■ EXERCISE MATERIALS
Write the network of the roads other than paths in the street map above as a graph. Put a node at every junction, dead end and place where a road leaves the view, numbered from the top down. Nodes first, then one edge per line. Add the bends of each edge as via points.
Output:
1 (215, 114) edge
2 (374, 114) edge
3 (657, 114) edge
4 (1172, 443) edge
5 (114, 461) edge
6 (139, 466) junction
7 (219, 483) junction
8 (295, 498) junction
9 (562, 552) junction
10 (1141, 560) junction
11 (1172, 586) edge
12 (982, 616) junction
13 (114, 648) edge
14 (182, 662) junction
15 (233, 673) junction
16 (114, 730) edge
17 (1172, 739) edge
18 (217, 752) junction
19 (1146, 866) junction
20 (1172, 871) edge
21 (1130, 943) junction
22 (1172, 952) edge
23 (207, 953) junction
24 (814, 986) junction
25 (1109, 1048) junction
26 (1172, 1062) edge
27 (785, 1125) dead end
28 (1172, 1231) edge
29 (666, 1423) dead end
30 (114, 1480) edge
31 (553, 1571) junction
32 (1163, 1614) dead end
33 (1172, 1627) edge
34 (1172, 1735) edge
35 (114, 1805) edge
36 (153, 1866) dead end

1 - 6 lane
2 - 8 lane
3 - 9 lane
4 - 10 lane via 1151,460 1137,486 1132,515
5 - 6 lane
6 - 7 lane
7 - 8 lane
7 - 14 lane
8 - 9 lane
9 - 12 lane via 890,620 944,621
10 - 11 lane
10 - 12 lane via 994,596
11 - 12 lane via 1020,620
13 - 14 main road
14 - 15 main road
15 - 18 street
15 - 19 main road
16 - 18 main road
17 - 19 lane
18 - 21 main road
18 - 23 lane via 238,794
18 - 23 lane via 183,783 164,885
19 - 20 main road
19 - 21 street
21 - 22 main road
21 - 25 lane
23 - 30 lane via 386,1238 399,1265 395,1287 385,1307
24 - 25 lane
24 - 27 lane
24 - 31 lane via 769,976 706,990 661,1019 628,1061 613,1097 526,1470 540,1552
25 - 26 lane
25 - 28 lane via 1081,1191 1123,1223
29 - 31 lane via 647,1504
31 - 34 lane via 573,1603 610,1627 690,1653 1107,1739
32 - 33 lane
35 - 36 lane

■ WHAT IS EXPECTED
Reproduce every line from the preceding data in which the word "main" can be found.

■ ANSWER SECTION
13 - 14 main road
14 - 15 main road
15 - 19 main road
16 - 18 main road
18 - 21 main road
19 - 20 main road
21 - 22 main road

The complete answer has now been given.